Saving Earth: DART – the Double Asteroid Redirection Test

 

Sixty-six million years ago the Yucatan Peninsula in Mexico was struck by an asteroid 10km in diameter travelling at 70,000 km/h. This giant space rock drove deep into the Earth’s crust and exploded with an energy equivalent to 100 million Hydrogen bombs. The ensuing tsunami inundated the USA coast from Texas to Washington DC, Ireland, England and Western France, and most of the Amazon basin. The firestorm burnt the rest of North America and travelled around the globe. Soot from the fires, vapour from the rock and water filled the atmosphere and the skies went dark for years. 

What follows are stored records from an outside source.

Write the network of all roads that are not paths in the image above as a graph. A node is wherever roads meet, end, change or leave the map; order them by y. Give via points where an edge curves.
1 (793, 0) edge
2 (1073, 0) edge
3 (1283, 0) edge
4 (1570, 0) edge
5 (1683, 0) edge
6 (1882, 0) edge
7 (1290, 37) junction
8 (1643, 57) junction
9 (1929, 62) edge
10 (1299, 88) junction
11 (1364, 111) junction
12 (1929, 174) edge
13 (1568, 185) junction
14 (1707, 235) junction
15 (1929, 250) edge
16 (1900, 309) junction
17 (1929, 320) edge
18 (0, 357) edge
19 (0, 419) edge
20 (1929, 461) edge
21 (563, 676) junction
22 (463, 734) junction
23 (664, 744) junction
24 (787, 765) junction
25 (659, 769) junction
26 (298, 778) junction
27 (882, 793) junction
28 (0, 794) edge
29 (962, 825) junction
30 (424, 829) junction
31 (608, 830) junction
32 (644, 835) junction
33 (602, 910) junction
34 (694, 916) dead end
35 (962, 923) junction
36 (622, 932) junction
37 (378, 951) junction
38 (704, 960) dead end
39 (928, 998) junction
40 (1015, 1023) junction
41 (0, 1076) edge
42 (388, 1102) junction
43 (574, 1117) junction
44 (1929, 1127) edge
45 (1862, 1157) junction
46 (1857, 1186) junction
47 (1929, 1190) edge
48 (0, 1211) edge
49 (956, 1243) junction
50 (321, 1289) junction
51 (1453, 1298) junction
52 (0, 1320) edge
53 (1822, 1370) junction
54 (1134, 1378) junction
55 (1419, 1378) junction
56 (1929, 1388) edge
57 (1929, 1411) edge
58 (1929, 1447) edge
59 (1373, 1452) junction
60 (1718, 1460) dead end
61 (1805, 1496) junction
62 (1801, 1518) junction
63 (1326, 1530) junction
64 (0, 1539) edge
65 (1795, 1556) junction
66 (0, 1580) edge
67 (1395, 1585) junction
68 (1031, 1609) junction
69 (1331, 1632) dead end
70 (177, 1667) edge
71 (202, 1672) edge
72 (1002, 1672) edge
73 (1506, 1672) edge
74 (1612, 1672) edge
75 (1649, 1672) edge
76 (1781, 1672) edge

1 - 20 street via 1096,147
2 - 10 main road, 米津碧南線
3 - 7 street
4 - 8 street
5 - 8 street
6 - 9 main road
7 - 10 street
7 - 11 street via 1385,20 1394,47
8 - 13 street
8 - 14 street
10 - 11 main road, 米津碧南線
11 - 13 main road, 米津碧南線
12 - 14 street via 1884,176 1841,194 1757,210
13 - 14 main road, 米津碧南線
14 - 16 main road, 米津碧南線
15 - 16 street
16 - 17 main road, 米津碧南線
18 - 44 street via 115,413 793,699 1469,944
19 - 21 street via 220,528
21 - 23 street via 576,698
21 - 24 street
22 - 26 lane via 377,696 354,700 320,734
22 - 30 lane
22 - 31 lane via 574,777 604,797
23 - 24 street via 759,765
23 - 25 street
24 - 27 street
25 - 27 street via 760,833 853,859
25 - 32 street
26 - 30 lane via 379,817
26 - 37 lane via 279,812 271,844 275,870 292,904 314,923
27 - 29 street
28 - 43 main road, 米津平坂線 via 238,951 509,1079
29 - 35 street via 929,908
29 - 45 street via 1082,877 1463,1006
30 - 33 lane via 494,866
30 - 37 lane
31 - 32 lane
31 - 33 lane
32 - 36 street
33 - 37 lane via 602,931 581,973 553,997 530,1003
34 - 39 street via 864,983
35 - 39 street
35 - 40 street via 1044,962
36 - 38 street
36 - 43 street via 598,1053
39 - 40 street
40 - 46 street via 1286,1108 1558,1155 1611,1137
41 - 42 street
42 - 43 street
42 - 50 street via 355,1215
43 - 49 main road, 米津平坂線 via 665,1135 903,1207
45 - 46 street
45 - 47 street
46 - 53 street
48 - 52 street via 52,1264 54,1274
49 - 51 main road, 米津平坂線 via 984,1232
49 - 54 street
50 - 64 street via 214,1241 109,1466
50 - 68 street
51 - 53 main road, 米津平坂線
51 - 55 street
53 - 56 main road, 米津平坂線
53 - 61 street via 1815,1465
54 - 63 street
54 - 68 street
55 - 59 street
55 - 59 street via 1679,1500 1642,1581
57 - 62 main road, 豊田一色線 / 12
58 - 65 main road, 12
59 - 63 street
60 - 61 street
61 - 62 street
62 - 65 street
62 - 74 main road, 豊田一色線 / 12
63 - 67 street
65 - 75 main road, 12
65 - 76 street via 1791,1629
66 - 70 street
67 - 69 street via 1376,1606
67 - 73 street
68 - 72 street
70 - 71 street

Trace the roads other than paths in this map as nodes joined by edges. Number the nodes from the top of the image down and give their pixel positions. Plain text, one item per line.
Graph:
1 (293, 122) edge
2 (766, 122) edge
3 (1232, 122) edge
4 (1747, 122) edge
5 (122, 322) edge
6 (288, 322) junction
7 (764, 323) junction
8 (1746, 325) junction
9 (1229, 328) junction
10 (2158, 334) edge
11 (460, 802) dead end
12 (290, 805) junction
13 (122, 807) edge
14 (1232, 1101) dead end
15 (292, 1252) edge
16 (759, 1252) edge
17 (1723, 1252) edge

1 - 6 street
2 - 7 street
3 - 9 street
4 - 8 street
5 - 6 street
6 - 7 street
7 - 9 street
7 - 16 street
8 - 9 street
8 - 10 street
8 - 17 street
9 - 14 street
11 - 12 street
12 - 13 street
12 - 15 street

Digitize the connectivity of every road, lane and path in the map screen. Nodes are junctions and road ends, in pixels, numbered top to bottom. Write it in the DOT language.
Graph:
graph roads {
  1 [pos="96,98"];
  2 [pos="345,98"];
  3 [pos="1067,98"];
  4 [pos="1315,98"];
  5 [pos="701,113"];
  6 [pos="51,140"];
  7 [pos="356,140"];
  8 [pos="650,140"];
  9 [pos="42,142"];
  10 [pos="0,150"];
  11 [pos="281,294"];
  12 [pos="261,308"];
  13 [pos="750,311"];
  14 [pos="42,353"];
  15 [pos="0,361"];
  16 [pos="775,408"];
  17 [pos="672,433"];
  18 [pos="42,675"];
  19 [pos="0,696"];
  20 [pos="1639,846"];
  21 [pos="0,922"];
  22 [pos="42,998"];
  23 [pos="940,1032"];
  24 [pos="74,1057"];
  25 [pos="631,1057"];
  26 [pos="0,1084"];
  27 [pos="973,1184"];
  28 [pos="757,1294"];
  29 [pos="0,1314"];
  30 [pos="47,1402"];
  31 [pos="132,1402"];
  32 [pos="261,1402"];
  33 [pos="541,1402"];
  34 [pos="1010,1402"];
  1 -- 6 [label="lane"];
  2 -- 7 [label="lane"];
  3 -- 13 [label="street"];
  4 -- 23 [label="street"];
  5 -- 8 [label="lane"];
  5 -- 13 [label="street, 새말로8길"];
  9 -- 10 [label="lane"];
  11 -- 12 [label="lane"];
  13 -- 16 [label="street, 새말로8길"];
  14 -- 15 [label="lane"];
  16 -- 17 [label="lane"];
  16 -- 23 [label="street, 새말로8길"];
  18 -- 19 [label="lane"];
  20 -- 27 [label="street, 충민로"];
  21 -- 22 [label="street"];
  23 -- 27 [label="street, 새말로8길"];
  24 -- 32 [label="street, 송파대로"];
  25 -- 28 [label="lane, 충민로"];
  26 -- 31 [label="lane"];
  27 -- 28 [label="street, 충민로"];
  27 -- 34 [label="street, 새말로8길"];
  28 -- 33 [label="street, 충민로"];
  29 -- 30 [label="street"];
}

In a few short years, 75% of all species were driven to extinction. No four-legged animal weighing more than 25 kg survived. Of the dinosaurs, only the small, feathered ones that later became birds made it through. Gone were the behemoths that had dominated the Earth’s ecosystems on land, the giant sea reptiles that roamed the oceans, and the flying pterosaurs with wing spans up to 10 m that glided through the skies. It was the end of the Cretaceous geological period that had lasted 79 million years. 

At that time our mammal ancestors were small and kept well out of the way of the large dinosaurs. When the long darkness came, they could survive on what little food remained and their fur kept them from freezing. When the skies finally cleared, they spread across the globe and are now the dominant species, with us at the top of the food chain. 

Artist’s impression of the asteroid striking Chicxulub, Yucatan, 66 million years ago. https://en.wikipedia.org/wiki/Chicxulub_crater#/media/File:Chicxulub_impact_-_artist_impression.jpg Image: Don Davis, public domain

Could this happen again? Yes. 

Will it happen again? That depends on us. 

There are over 1 million identified asteroids in the solar system. They range in size from the giant Ceres, which is big enough to be called a dwarf planet, down to small rocks. About 30,000 of them are known to cross the Earth’s orbit, so have the potential to collide with us. A big one will come – maybe soon, maybe not for millions of years. When we see it coming, what do we do? 

We will not do what Hollywood does in films such as Armageddon and Deep Impact. We will not blow the asteroids up. That does not help if we get hit by all the debris. 

Our plan is to hit them hard enough to give them a nudge to the side, so that they then miss the Earth and just pass by harmlessly. For that we need to find them long before they can hit us. Then we need to get out to them in good time to give them a nudge. 

On 26 September 2022 NASA tested an asteroid impact by crashing a 610 kg spacecraft, DART, into Dimophos, a 160-m diameter little moon of the larger 780-m asteroid Didymos (which means twin in Greek). The spacecraft slammed into the surface of Dimorphos at 24,000 kph, raising a great plume of debris and dust that could be seen through ground-based telescopes as a long tail – the first human-made comet! 

It is easy for us to measure how long Dimorphos and Didymos take to orbit each other. NASA confirmed on 11 October 2022 that the orbital period had shrunk from 11 hours 55 minutes to only 11 hours 23 minutes. The collision had taken energy from Dimorphos and made it drop into a smaller orbit. The mission was a success. 

At the end of the Cretaceous, the dinosaurs that witnessed the 10km asteroid explode and met the firestorm, the tsunami, and the dark winter that followed, could only suffer and die in terror. 

DART showed that humans can deflect asteroids that are on target to hit Earth and prevent us, and the species we share the planet with, from going extinct in a future asteroid impact. The science and engineering to make this possible are amazing; they are some of the crowning achievements of being human. 

  • Donald Kurtz is Extraordinary Professor at North-West University in Mahikeng. He has an A-1 rating from the South African National Research Foundation, its highest rating. He also holds appointments in the UK of Emeritus Professor at the University of Central Lancashire and Visiting Professor of Astrophysics at the University of Lincoln. He was previously Professor of Astronomy at the University of Cape Town, where he worked for 24 years. Don has over 500 professional publications and was awarded the 2022 Service Award of the Royal Astronomical Society for a lifetime of public outreach and for his service on many international committees. ‘Talk of the Stars’ is a monthly column published in Talk of the Town.